The question I have is related to validation, repository and CRUD operations. I am adopting the command / query pattern whereby I have my repositories for data retrieval only (see below) and its query dependencies injected in. I have seen people use repositories for CRUD too, but then I get the impression it is doing too much thus warrants further abstraction.

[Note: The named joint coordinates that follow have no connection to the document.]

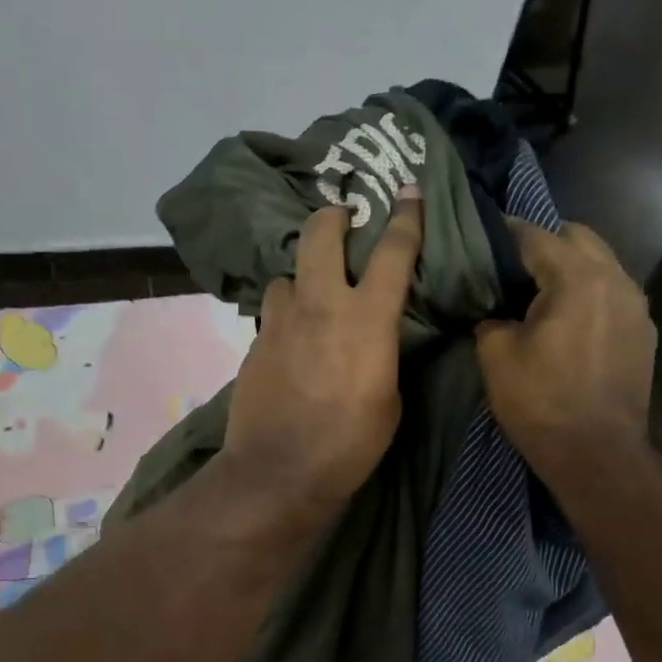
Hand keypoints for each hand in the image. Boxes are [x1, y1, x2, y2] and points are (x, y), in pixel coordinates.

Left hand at [220, 197, 423, 515]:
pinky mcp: (254, 343)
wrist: (279, 470)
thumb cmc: (349, 444)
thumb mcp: (389, 400)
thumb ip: (383, 355)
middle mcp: (320, 306)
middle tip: (341, 220)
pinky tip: (290, 340)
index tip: (406, 191)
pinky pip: (273, 312)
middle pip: (320, 234)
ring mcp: (280, 321)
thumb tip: (375, 341)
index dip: (404, 217)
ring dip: (302, 278)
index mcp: (366, 318)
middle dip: (332, 217)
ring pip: (287, 275)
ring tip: (310, 297)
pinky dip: (285, 315)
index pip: (391, 252)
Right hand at [475, 220, 655, 482]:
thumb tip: (495, 315)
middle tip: (510, 267)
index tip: (481, 234)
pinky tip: (567, 322)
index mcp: (578, 278)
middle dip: (544, 244)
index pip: (536, 237)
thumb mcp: (496, 356)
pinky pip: (612, 295)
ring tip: (539, 293)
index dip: (505, 233)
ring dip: (570, 268)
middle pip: (578, 238)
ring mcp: (637, 306)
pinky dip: (588, 294)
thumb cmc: (541, 402)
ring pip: (601, 264)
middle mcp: (616, 280)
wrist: (596, 453)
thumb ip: (491, 319)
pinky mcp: (643, 333)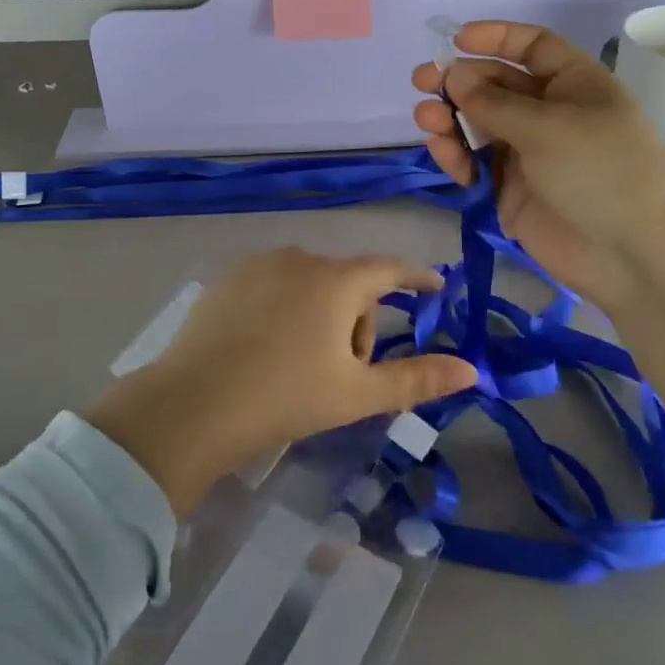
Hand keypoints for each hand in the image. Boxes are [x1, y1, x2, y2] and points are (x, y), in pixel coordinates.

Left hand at [82, 251, 476, 514]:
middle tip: (345, 372)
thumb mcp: (357, 394)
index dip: (417, 277)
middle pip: (349, 283)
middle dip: (359, 321)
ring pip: (311, 283)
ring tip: (302, 363)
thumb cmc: (285, 397)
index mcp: (337, 281)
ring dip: (322, 313)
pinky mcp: (227, 278)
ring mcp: (259, 264)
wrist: (192, 405)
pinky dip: (285, 307)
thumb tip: (471, 369)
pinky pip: (274, 284)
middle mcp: (300, 258)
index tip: (435, 288)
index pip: (390, 268)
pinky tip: (266, 346)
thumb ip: (417, 379)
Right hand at [413, 23, 664, 441]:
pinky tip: (448, 158)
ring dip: (450, 119)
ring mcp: (530, 155)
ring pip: (479, 126)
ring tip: (428, 121)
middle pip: (496, 85)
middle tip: (422, 82)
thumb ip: (494, 102)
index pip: (532, 47)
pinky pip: (477, 164)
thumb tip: (453, 74)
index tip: (455, 40)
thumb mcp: (549, 127)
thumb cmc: (603, 172)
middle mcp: (551, 114)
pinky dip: (458, 157)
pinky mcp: (512, 192)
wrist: (636, 257)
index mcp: (575, 85)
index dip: (495, 39)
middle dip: (459, 81)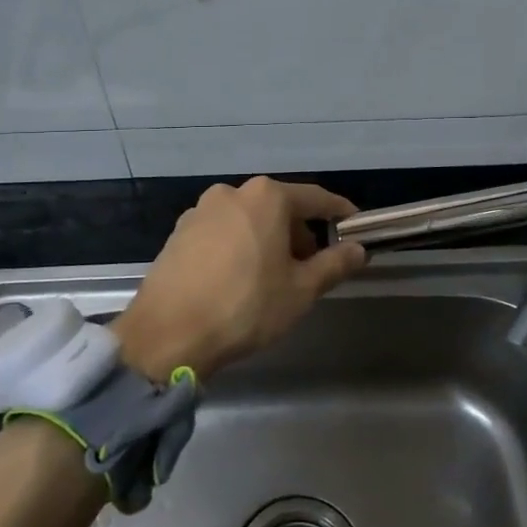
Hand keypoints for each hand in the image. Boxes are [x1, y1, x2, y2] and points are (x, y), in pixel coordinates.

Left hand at [111, 177, 367, 382]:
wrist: (168, 334)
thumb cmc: (246, 306)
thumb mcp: (301, 290)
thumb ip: (334, 264)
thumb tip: (358, 249)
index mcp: (266, 197)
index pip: (315, 198)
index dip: (339, 213)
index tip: (354, 226)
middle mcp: (231, 193)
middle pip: (279, 207)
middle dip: (300, 232)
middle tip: (313, 266)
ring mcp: (200, 211)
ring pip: (248, 220)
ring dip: (268, 240)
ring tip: (275, 277)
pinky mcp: (178, 233)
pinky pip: (222, 233)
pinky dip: (239, 247)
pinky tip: (239, 279)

public interface IAddressRepository
{
    Address GetById(int id);

    IEnumerable<Address> GetByPersonId(int personId);

    IEnumerable<Address> GetByPostalCode(string postalCode);
}

public AddressRepository(IGetAddressByIdQuery getAddressByIdQuery
                       , IGetAddressesByPersonIdQuery getAddressesByPersonIdQuery
                       , IGetAddressesByPostalCodeQuery getAddressesByPostalCodeQuery)
{
    this.getAddressByIdQuery = getAddressByIdQuery;
    this.getAddressesByPersonIdQuery = getAddressesByPersonIdQuery;
    this.getAddressesByPostalCodeQuery = getAddressesByPostalCodeQuery;
}

Should my repository return validation errors? For example, the GetById(int id) method will be checking if the id > 0 then make a DB call or simply return a new instance, likewise with a postal code lookup. However, I also think going by the SOLID design principle everything should be autonomous thus this approach of returning no validation errors is the correct choice. I choose to NOT return null on all my methods simply because checking for null is considered as an anti-pattern.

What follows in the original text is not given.